Education is a crucial aspect of the challenge that Röling and her co-organiser, Sole Riestra, creator of the Ecoed environmental education app, stress.
“It is an ongoing process. Every typhoon blows all the rubbish to the coast again, that’s why the community engagement part of it is so important. The real change will come through the community engagement programme, where we change people’s mindsets and the way they look at plastic,” Röling says.
On a larger scale, Röling says it is imperative that restaurants stop the mass distribution of single-use plastics in Hong Kong, and that the government invests in an incinerator.
Getting in and cleaning up is only half the challenge.
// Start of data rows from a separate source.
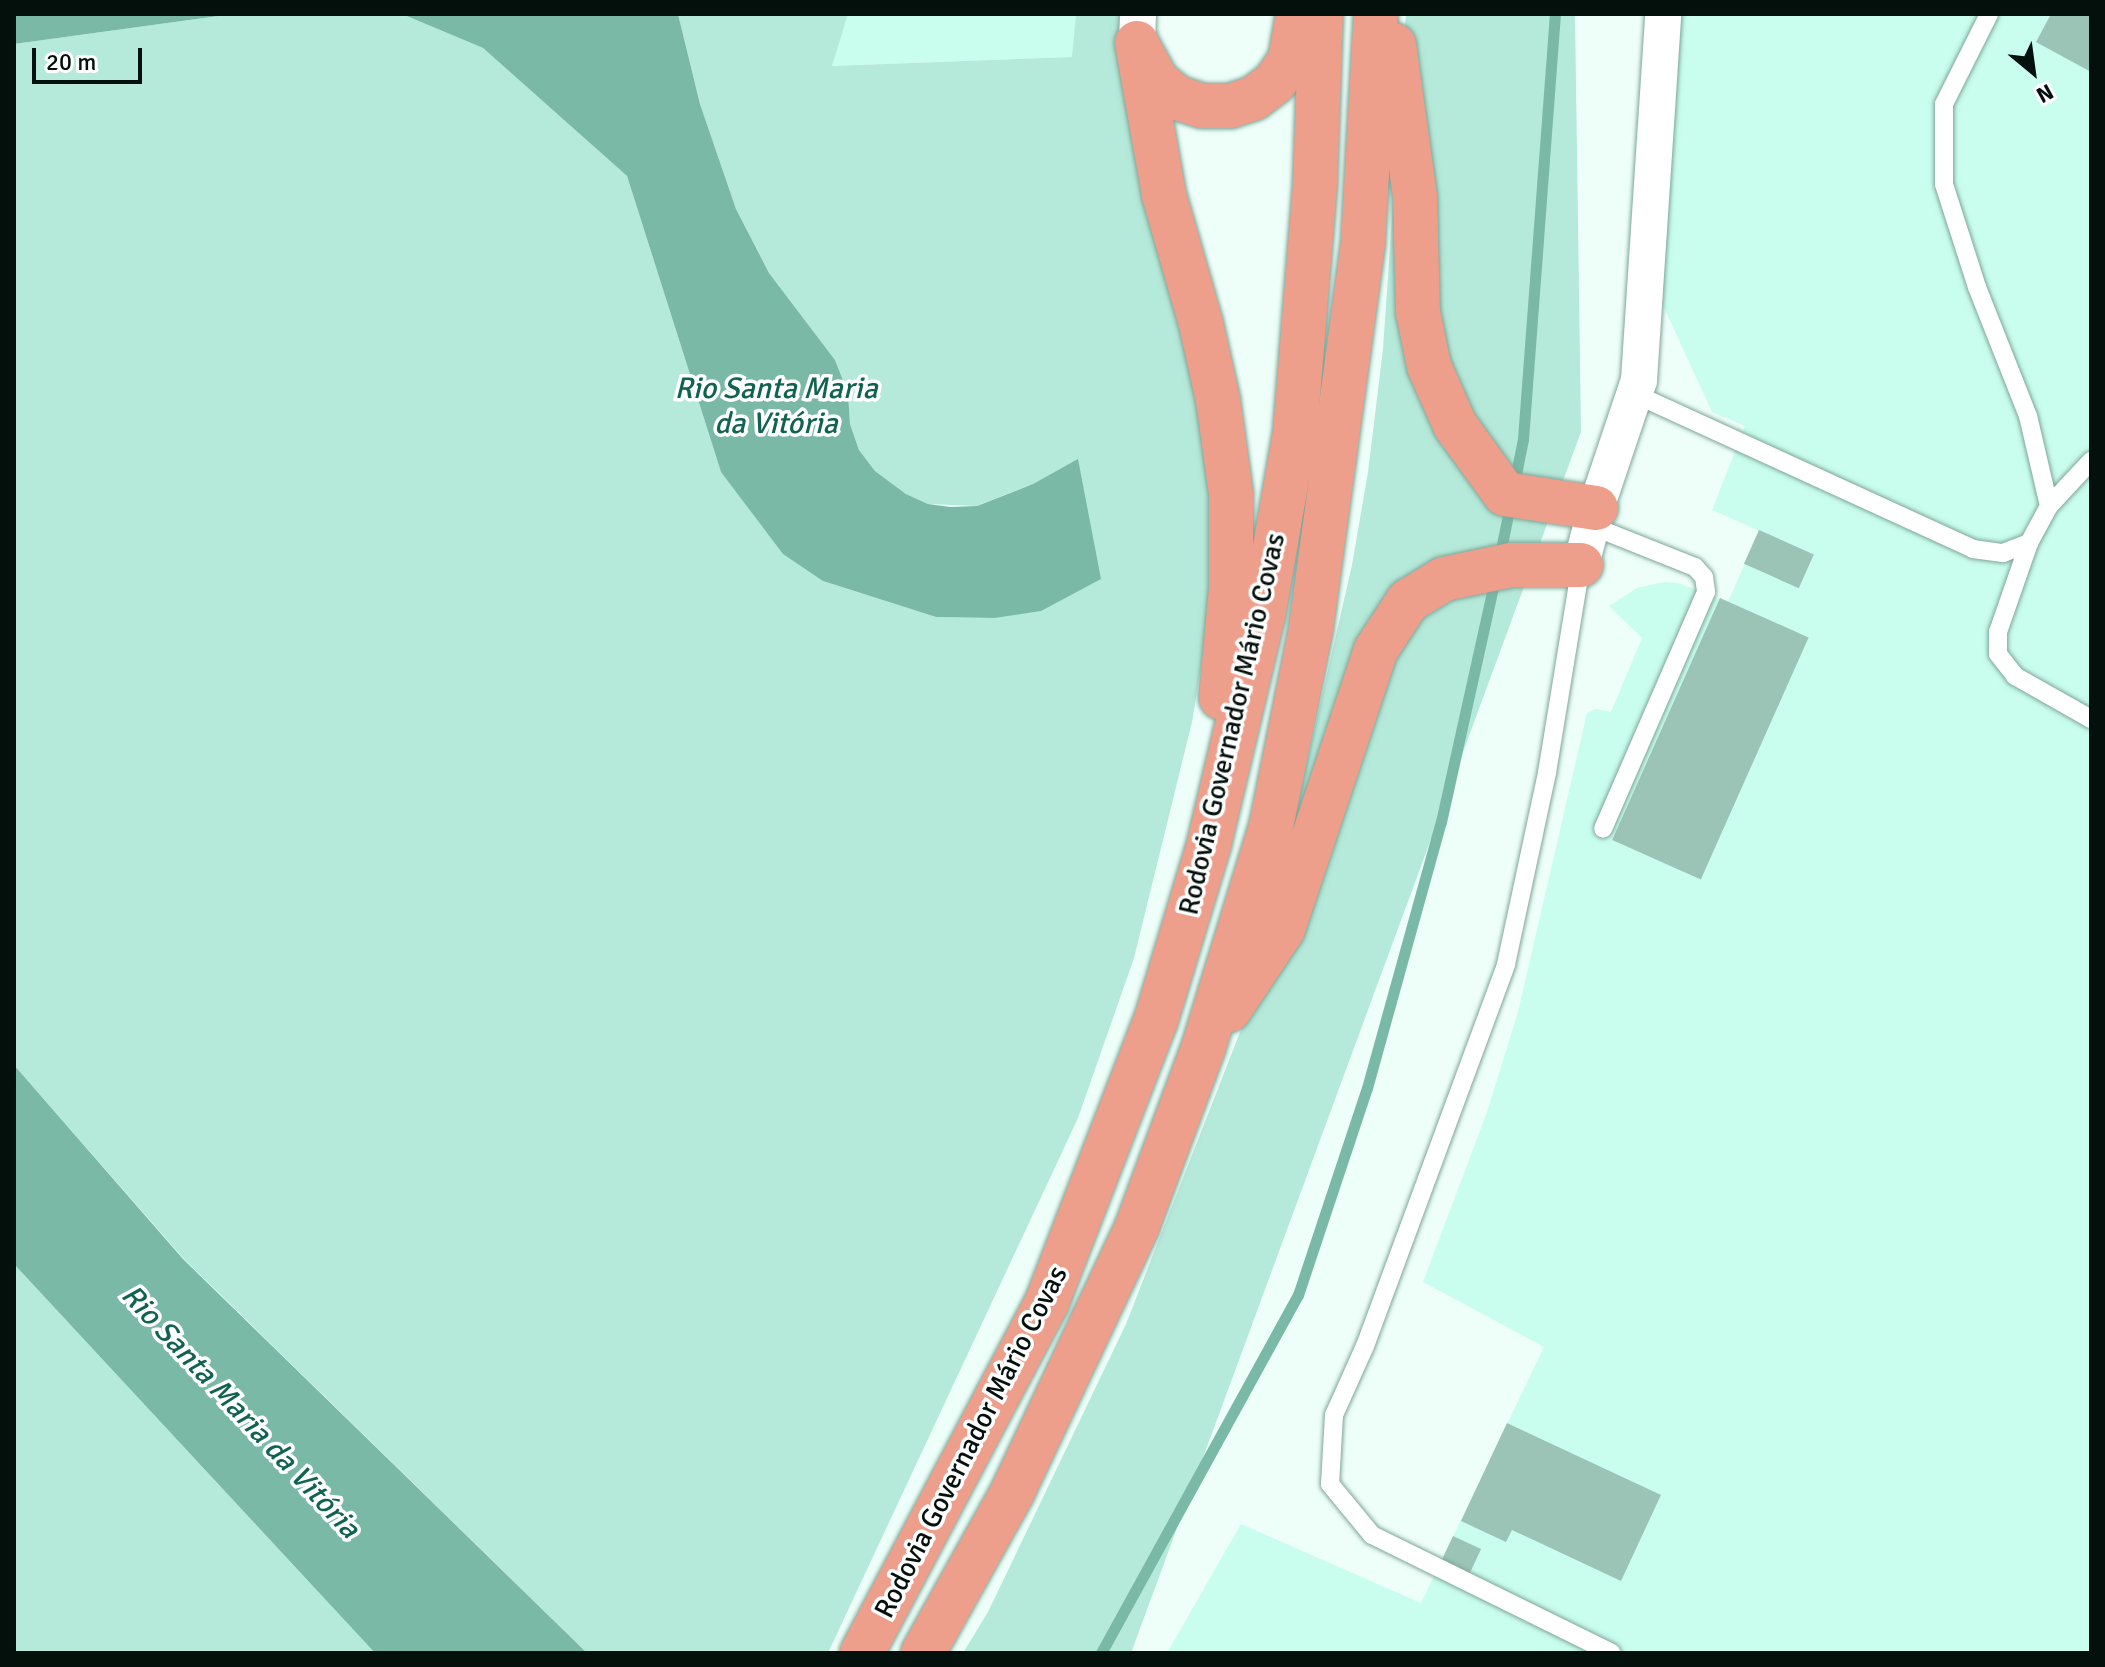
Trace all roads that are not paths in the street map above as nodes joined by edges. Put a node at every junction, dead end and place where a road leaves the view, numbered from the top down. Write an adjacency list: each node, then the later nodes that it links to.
1 (1298, 14): 7 (highway)
2 (1321, 14): 15 (highway, Rodovia Governador Mário Covas)
3 (1376, 14): 16 (highway, Rodovia Governador Mário Covas)
4 (1389, 14): 11 (highway)
5 (1663, 14): 8 (street)
6 (1989, 14): 10 (lane)
7 (1138, 28): 15 (highway)
8 (1635, 394): 11 (street); 12 (lane)
9 (2091, 461): 10 (lane)
10 (2049, 506): 12 (lane)
11 (1590, 533): 14 (lane); 16 (highway); 19 (lane)
12 (2029, 543): 13 (lane)
13 (2091, 719)
14 (1603, 829)
15 (1209, 844): 17 (highway, Rodovia Governador Mário Covas)
16 (1203, 1049): 18 (highway, Rodovia Governador Mário Covas)
17 (866, 1645)
18 (923, 1653)
19 (1612, 1653)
Teams must somehow get the garbage out of the locations – including the large items such as home appliances – which will require some creativity from teams that are only able to access their site via abseiling or coasteering.
This time, garbage collected will go to the landfill, but it is hoped that next year the challenge can find a way to ensure some of the waste collected can be recycled. Röling hopes the teams can remove 1,000 large garbage bags worth of trash from Hong Kong’s beaches – and says they are well on target.

Before the rain sets in on this unseasonably cold spring morning, the Dynamos have managed to fill more than 50 bags with rubbish, transporting them out with the use of a bamboo pole and strength.
But there is still much more to be done, including the somewhat impossible task of removing a fridge lodged next to a nearby sea cave. Taking a break from the clean-up, Avelino admits seeing the sheer volume of plastic thrown away by the public “makes you feel helpless”.
“But even if it is tiring work [cleaning the beach], it feels good knowing you have done something for other people, for Hong Kong and for the environment. It makes life more meaningful, it gives you purpose, and makes our day off more positive,” she says.
Though it is a competition, the Dynamos don’t mind if they don’t win. Helping preserve the environment they love is reward enough.
“Once we are done cleaning up, it is going to be very beautiful and hopefully people can come here to enjoy it. And after the clean-up my team will come here and have a picnic,” she says, with a big grin.